Pamiętnik odchudzania użytkownika:
Nocka23

kobieta, 41 lat, Warszawa

162 cm, 78.20 kg więcej o mnie

Postanowienie noworoczne: jak nie teraz to kiedy??

Postępy w odchudzaniu

Najskuteczniejsze odchudzanie w Polsce.

Wpisy w pamiętniku

28 marca 2017 , Komentarze (20)

Witam kochane :)


Słoneczko świeci pięknie za oknem , ptaki śpiewają a ja zbieram pozytywną energie by mieć dobry dzień . Nie po drodze mi tu pisać ostatnio , zaglądam , czytam ale nie mogę się zebrać więc dziś przysiadła w końcu i skrobnę coś :) Marzec dobiega końca , miał być mój i takie tam bla, bla bla .... Nie mam zamiaru tak jak w lutym się tłumaczyć że ,, znowu w życiu mi nie wyszło " i obiecuje się nie żalić :) Mam teraz okres spokoju wewnętrznego , poszukiwania pomysłu na siebie i porządkowania głowy :) Zrezygnowałam z pracy która była dla mnie męcząca psychicznie , nie dawała satysfakcji , była mało płatna i ogólnie do dupy bo inaczej sie nie da tego określić . W piątek idę ostatni raz i zaczynam nowy etap w życiu . Jestem zadowolona z siebie bo pierwszy raz sama dla siebie zrobiłam coś takiego , opuszczam zły statek beż żalu i wierzę że będzie dobrze , znajdę inną która będzie mi przynajmniej czasowo pasować a na tą chwilę zajmę się domem i rodziną przez dwa tygodnie żeby odżyć :) Moje dzieci już mówią że lubią jak choruje bo jestem w domu a to nie jest dobry znak więc ze względu na miłość matczyną  nie mogłam inaczej postąpić . Wieje dobry wiatr dla mnie jestem tego pewna :)
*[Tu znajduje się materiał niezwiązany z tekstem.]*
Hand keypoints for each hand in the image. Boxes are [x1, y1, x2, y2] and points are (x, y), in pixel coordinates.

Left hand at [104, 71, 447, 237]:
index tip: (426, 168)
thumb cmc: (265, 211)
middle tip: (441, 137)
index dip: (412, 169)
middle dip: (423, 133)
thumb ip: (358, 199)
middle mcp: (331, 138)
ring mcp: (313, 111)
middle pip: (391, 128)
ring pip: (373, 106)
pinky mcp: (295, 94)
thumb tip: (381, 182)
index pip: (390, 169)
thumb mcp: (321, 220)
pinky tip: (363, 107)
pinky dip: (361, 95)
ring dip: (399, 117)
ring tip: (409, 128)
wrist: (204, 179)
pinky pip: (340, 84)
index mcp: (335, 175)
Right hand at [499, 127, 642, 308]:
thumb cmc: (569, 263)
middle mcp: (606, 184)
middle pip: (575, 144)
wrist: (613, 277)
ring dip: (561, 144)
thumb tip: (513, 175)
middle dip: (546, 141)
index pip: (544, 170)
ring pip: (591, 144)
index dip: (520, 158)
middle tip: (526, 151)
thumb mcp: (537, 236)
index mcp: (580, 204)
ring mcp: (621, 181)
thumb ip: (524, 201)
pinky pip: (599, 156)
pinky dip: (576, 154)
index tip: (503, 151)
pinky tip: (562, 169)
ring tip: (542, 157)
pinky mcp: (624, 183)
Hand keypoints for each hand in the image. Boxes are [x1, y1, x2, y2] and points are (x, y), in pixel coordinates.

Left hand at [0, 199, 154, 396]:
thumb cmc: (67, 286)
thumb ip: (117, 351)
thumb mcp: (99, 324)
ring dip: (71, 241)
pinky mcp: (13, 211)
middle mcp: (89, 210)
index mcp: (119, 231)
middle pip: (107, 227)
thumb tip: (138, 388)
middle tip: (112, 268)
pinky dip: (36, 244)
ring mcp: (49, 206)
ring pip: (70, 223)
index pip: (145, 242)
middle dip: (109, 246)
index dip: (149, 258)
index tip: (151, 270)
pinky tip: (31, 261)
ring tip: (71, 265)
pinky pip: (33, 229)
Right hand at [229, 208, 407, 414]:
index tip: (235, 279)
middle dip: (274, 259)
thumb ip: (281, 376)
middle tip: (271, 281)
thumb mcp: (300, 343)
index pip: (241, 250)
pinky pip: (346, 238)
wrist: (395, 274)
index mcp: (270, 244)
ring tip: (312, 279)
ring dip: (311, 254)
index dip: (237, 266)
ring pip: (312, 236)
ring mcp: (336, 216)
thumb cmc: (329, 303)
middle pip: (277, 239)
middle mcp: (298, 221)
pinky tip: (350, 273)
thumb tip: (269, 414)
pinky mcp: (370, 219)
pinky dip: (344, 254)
No to teraz wracam do tematu tego portalu :) Waga nadal 69 kg !!! Miesiąc trzeci zero spadku ... cóż :) Ciało nie gotowe na lato zupełnie ale mamy jeszcze całą wiosnę a skoro nie oczekuje cudów to ich nie ma . Mało było siłowni w tym miesiącu i mało treningów ale też nie miałam na to czasu przez godziny pracy od 15-21. Rano wstać ogarnąć rodzinkę , posprzątać , zrobić obiad , załatwić sprawy i nagle była 14 godzina a potem o 22:30 w domu bo dojechać trzeba i kobieta pada na twarz . Gdzie tu jeszcze wcisnąć trening ??? Wcześnie mój mi pomagał więc czasu miałam więcej a teraz on sam pracuje po 14 godzin  i wszystko na mojej głowie !!! Szok !!!

Wielki szacunek dla kobiet które mają tak cały czas ja dopiero się uczę być sama w domu i ciężko idzie choć coraz lepiej :)
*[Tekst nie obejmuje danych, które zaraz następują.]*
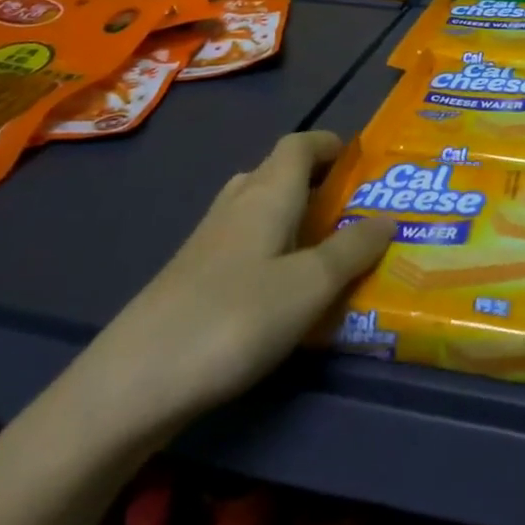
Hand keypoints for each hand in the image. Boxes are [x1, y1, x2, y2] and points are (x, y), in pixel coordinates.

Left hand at [71, 131, 391, 444]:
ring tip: (323, 247)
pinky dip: (270, 247)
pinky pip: (244, 241)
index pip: (300, 144)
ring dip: (292, 215)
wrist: (134, 380)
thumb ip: (352, 249)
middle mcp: (238, 202)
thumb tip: (390, 217)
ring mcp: (209, 239)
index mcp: (268, 191)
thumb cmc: (236, 317)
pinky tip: (280, 288)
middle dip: (316, 181)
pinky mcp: (191, 275)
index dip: (330, 144)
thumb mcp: (310, 286)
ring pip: (258, 207)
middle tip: (351, 210)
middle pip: (278, 171)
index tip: (361, 162)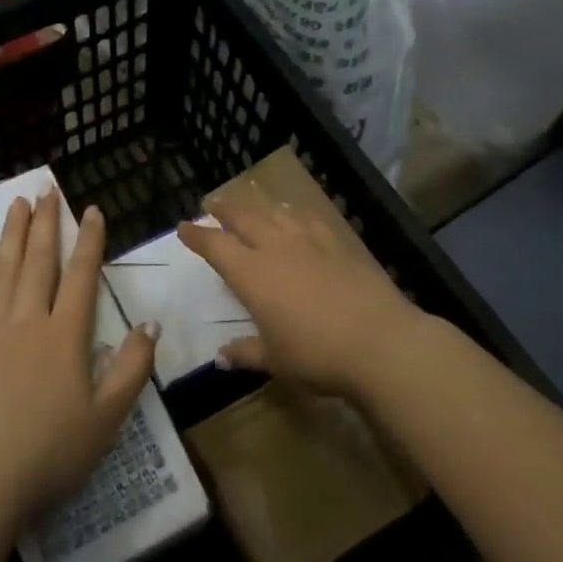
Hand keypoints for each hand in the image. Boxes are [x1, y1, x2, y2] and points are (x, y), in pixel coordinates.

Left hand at [0, 191, 156, 531]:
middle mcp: (28, 321)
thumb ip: (132, 368)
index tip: (91, 209)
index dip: (89, 241)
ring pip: (5, 269)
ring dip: (14, 233)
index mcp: (66, 335)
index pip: (81, 275)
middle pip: (39, 261)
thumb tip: (150, 323)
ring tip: (18, 203)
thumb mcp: (107, 418)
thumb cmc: (51, 453)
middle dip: (46, 223)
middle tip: (46, 189)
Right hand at [179, 185, 431, 396]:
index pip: (216, 246)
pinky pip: (307, 218)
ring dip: (258, 205)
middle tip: (211, 202)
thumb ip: (246, 352)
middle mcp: (275, 248)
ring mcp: (309, 240)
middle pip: (243, 217)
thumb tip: (222, 356)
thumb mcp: (276, 360)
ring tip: (251, 201)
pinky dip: (293, 213)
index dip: (197, 235)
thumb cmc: (317, 355)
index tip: (183, 226)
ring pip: (275, 212)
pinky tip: (295, 215)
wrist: (379, 341)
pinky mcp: (338, 241)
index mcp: (252, 274)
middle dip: (224, 208)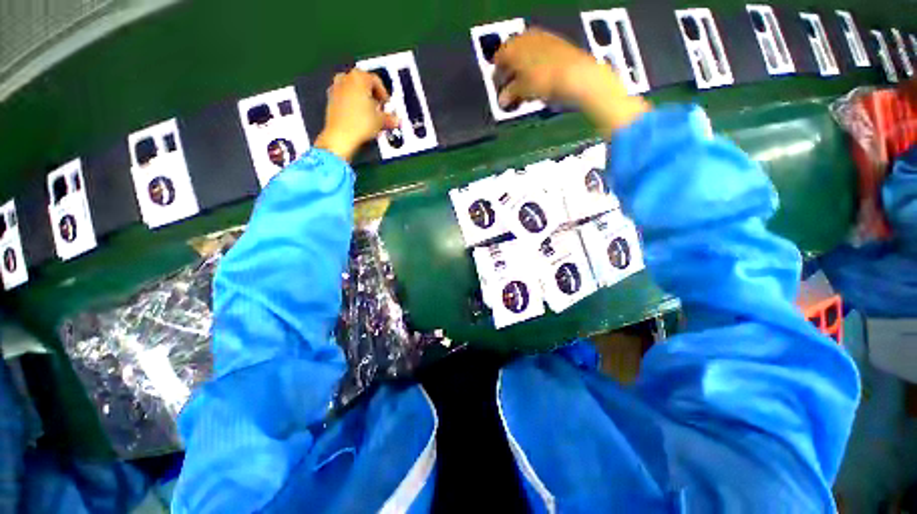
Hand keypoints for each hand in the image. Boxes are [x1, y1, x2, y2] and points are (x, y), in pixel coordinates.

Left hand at [314, 70, 399, 161]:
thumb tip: (395, 120)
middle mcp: (345, 78)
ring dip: (363, 99)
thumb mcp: (380, 121)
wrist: (340, 136)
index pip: (376, 80)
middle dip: (373, 96)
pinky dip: (353, 104)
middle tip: (379, 108)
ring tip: (370, 113)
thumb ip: (389, 118)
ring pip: (354, 89)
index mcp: (359, 77)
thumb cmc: (359, 124)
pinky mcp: (330, 99)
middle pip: (364, 83)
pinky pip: (345, 97)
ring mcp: (336, 87)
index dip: (384, 94)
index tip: (387, 104)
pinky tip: (359, 117)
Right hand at [494, 28, 649, 137]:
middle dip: (510, 71)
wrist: (576, 74)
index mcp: (514, 46)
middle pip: (512, 54)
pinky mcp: (557, 43)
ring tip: (525, 85)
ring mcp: (543, 38)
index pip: (498, 58)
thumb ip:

W marcu przebiegłam 3 półmaratony !!!! Forma wytrzymałościowa jest pięknie robiona :) 

Sosnowiec cross półmaraton w deszczu :)

Gdynia :) Cudowna podróż , świetny bieg :)

I Warszawa :) Która w tamtym roku była moim pierwszym półmaratonem <3

No i jedna 5-tka wpadła czyli bieg na Dzień Kobiet o którym już pisałam :)
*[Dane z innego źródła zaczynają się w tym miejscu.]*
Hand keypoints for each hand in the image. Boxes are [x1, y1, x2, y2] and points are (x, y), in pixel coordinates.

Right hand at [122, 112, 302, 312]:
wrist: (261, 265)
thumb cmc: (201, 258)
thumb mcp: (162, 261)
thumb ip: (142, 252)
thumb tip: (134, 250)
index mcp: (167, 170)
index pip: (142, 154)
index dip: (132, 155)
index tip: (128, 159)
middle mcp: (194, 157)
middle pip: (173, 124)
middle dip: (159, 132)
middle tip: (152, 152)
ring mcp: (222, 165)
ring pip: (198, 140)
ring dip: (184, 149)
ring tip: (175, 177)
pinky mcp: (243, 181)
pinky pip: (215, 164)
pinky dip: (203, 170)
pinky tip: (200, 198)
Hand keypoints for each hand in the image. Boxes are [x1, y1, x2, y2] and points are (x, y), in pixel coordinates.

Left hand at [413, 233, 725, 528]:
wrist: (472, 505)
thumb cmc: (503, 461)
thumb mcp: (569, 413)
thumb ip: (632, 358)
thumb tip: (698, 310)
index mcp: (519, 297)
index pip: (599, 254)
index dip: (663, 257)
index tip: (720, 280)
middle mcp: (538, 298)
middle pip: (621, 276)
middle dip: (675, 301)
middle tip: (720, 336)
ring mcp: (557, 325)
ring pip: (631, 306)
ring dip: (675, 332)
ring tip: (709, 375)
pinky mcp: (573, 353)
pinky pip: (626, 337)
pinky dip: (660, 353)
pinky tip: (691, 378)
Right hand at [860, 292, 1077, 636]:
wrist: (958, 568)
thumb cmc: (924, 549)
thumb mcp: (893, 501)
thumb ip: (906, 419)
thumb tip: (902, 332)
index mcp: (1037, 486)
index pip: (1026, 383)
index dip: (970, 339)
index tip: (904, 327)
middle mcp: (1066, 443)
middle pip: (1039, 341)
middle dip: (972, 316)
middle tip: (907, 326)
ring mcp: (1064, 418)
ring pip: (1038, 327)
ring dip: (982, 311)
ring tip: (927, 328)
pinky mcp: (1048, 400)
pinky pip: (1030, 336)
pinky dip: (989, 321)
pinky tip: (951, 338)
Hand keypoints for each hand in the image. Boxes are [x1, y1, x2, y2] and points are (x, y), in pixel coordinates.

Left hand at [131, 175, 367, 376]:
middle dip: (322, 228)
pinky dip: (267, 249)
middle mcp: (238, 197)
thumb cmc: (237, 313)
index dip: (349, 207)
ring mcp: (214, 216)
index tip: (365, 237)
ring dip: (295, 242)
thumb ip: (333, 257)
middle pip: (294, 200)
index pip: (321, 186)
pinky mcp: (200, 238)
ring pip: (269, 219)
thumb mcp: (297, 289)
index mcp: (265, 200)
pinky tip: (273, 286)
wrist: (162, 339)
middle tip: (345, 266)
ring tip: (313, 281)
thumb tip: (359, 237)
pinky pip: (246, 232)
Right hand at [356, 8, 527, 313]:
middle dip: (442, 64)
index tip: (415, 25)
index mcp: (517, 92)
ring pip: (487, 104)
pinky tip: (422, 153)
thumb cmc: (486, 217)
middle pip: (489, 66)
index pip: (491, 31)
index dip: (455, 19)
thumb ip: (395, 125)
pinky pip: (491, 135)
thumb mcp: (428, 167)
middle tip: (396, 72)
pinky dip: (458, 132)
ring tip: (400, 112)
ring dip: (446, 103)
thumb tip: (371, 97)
Teraz czas spokojnych treningów do Orlen Maratonu , to będzie mój pierwszy i nie wiem czy nie ostatni a tak między nami strasznie się boję i denerwuje tym startem . 

Dietę jak to jak zawsze zawaliłam , jakaś część mnie nie chce się zdrowo odżywiać i nie mogę jej przekonać za cholerę :( Parę dni jest cacy a potem bum i ochota na węgle straszna i tylko jeść , jeść i jeść !!! W czasie pobytu w Gdyni dostałam ochrzan w temacie odżywiania że ja prawie nic nie jem i nie mam siły , że za mało węgli , że to od tego nie mogę schudnąć bo za mało jem i dało do myślenia . Ale ja nie mam apetytu bardzo często i gęsto a jak już mam to na niezdrowe rzeczy , tu kupię pączka a kiedy indziej batona i już jestem pełna. Uczę się od nowa jeść jak przystało , gotuje obiady itd ale nic nie będę się chwalić że jest lepiej bo zaraz zapeszę :( 

Tak to mi marzec zleciał :) Nie czekam na magiczny kwiecień i nie trzymam za niego kciuków , wyjdzie jak wyjdzie ... to zależy ode mnie i od nikogo więcej . Widzę ze nic nie działa więc trzeba się zresetować i zmieniać na stałe swoje zachowania i nawyki a nie obliczać miesiąc za miesiącem i pisać że się nie udało :) Czeka lato , jesień , zima , wiosna , lato ......itd i co z tego jak się tkwi w jednym punkcie ??? To nie pora roku jest winna naszemu braku konsekwencji i nie trzymaniu się własnych postanowień :)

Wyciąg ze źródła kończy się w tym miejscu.